A Whistleblower’s Profile In Courage

Obamacare threatens to maim and kill innocent people in the name of furthering the bottom line for the insurance companies. Obamacare contains the heinous specter of death panels. We are all at risk and certainly Obamacare represents yet another form of wealth distribution. However, the people should know that help is on the way.

Dr Linda PeenoDr. Linda Peeno contacted me two weeks ago and informed me that she is reinserting herself into her advocacy work on behalf of all patients who are trapped in a corrupt medical system.

If you don’t know who Linda Peeno is, the following profile should inspire all to become a force for positive change. If you remember Dr. Peeno, you will find the following information to be a welcome update on one of America’s most courageous whistleblowers.

Of all the interviews that I have conducted over the years, there is one interview which still troubles me to this day. Almost five years ago, I interviewed managed health care whistleblower, Dr. Linda Peeno, her revelations have haunted me in the years following the interview. I am haunted because Dr. Peeno gave so much to the people of America and lost nearly everything in return.

What started out as an interview with the objective consisting of presenting the listening audience with an expose on the inherent evils of health care, the interview turned into what John F. Kennedy would refer to as a shining example of a “profile in courage.” Yet, it is a profile in courage that has neither been championed or rewarded. Rather, Peeno’s statements and actions have been met with denial, derision, disdain and a highly effective and destructive retaliation.

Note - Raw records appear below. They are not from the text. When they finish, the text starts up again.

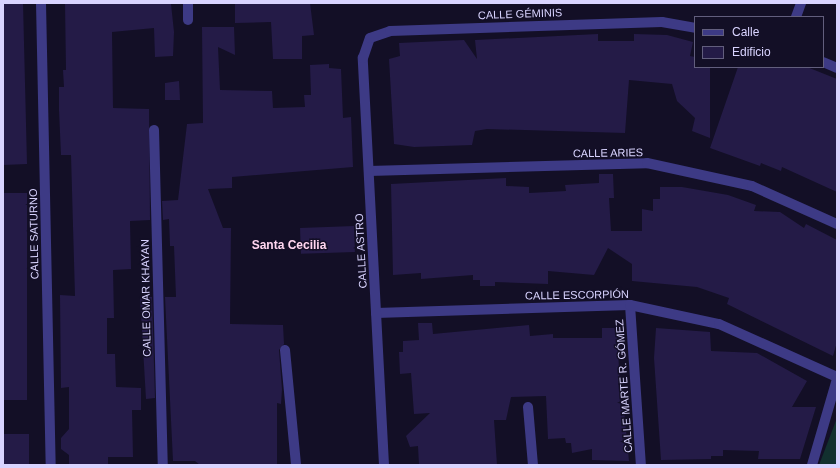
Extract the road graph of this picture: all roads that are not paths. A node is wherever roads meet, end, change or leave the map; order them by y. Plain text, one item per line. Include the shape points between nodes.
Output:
1 (41, 3) edge
2 (188, 3) edge
3 (800, 3) edge
4 (796, 16) edge
5 (188, 20) dead end
6 (694, 28) edge
7 (370, 38) joint
8 (824, 62) edge
9 (837, 68) edge
10 (154, 130) dead end
11 (369, 171) junction
12 (837, 224) edge
13 (630, 304) junction
14 (376, 313) junction
15 (285, 350) dead end
16 (837, 378) edge
17 (528, 407) dead end
18 (51, 465) edge
19 (163, 465) edge
20 (296, 465) edge
21 (384, 465) edge
22 (533, 465) edge
23 (641, 465) edge
24 (812, 465) edge

1 - 18 street, CALLE SATURNO
2 - 5 street
3 - 4 street
6 - 7 street, CALLE GÉMINIS via 662,22 390,30
7 - 11 street, CALLE ASTRO via 363,58
8 - 9 street
10 - 19 street, CALLE OMAR KHAYAN
11 - 12 street, CALLE ARIES via 647,163 752,186
11 - 14 street, CALLE ASTRO
13 - 14 street, CALLE ESCORPIÓN
13 - 16 street, CALLE ESCORPIÓN via 719,324
13 - 23 street, CALLE MARTE R. GÓMEZ
14 - 21 street, CALLE ASTRO
15 - 20 street
16 - 24 street
17 - 22 street

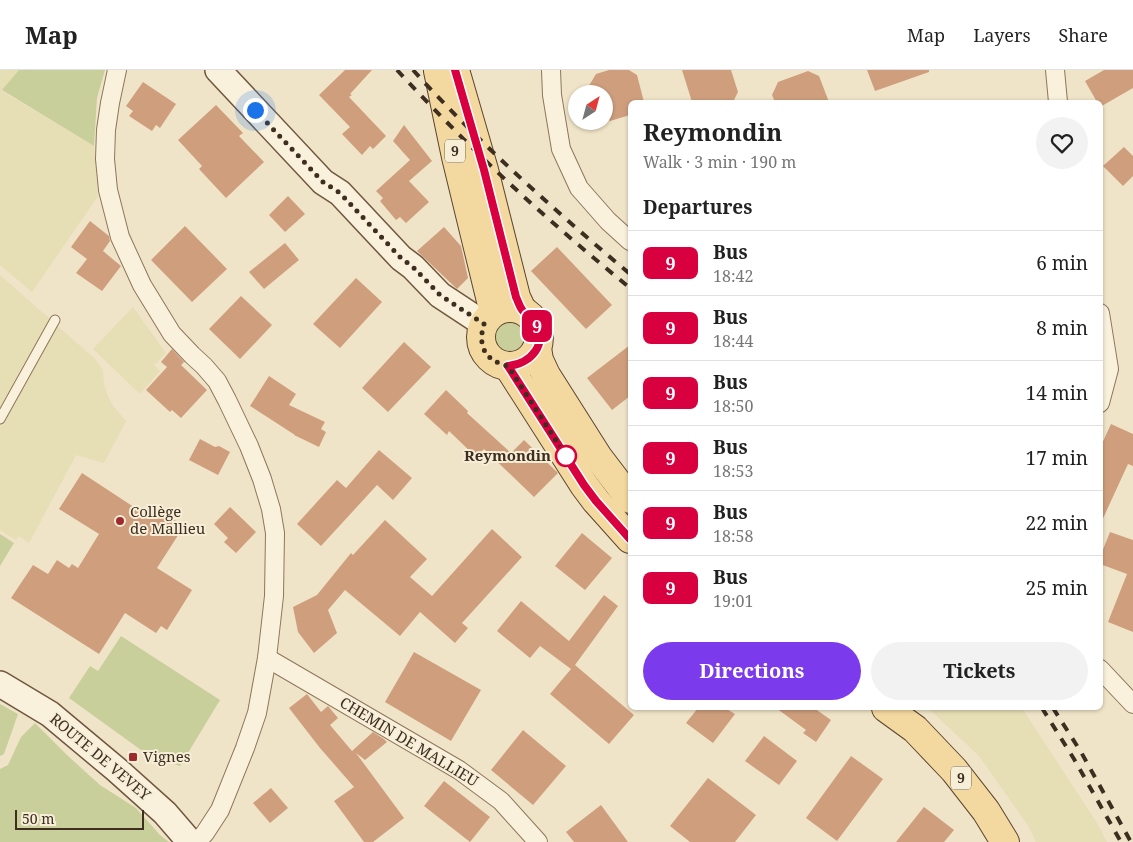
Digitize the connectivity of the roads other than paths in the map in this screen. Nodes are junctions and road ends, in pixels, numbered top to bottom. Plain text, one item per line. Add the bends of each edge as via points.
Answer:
1 (117, 70) edge
2 (218, 70) edge
3 (438, 70) edge
4 (455, 70) edge
5 (551, 70) edge
6 (1055, 70) edge
7 (1058, 100) edge
8 (628, 239) edge
9 (500, 315) junction
10 (55, 320) dead end
11 (1103, 329) edge
12 (537, 348) junction
13 (508, 366) junction
14 (1103, 392) edge
15 (0, 419) edge
16 (628, 496) edge
17 (628, 537) edge
18 (267, 658) junction
19 (1103, 673) edge
20 (0, 684) edge
21 (1133, 704) edge
22 (889, 710) edge
23 (190, 842) edge
24 (197, 842) edge
25 (538, 842) edge
26 (1006, 842) edge

1 - 18 street via 106,130 105,160 108,190 120,237 142,285 172,334 217,381 238,422 271,509 276,537
2 - 9 street via 323,182 340,193 440,295
3 - 9 main road, 9 via 491,301
4 - 9 main road, 9 via 516,297
5 - 8 street via 561,149 579,188
6 - 7 street
9 - 12 main road via 529,315 538,330
9 - 13 main road via 481,333 481,342 491,359
10 - 15 lane
11 - 14 street via 1109,369
12 - 13 main road via 525,362
12 - 16 main road via 538,360 546,375 598,457
13 - 17 main road via 584,485
18 - 24 street via 257,713 246,748 220,810
18 - 25 street, CHEMIN DE MALLIEU via 459,770 501,801
19 - 21 street
20 - 23 street, ROUTE DE VEVEY via 50,714 165,813
22 - 26 main road, 9 via 915,729 954,770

Certainly, Linda Peeno’s trip down whistleblower lane appeared promising when the her Congressional testimony was prominently portrayed in Michael Moore’s movie, Sicko, as Peeno told Congress the following:

“I wish to begin by making a public confession: In the spring of 1987, as a physician, I caused the death of a man. Although this was known to many people, I have not been taken before any court of law or called to account for this in any professional or public forum. In fact, just the opposite occurred: I was “rewarded” for this. It bought me an improved reputation in my job, and contributed to my advancement afterwards. Not only did I demonstrate I could indeed do what was expected of me, I exemplified the “good” company doctor: I saved a half million dollars. I contend that “managed care,” as we currently know it, is inherently unethical in its organization and operation. Furthermore, I maintain that we have an industry which can exist only through flagrant ethical violations against individuals and the public.”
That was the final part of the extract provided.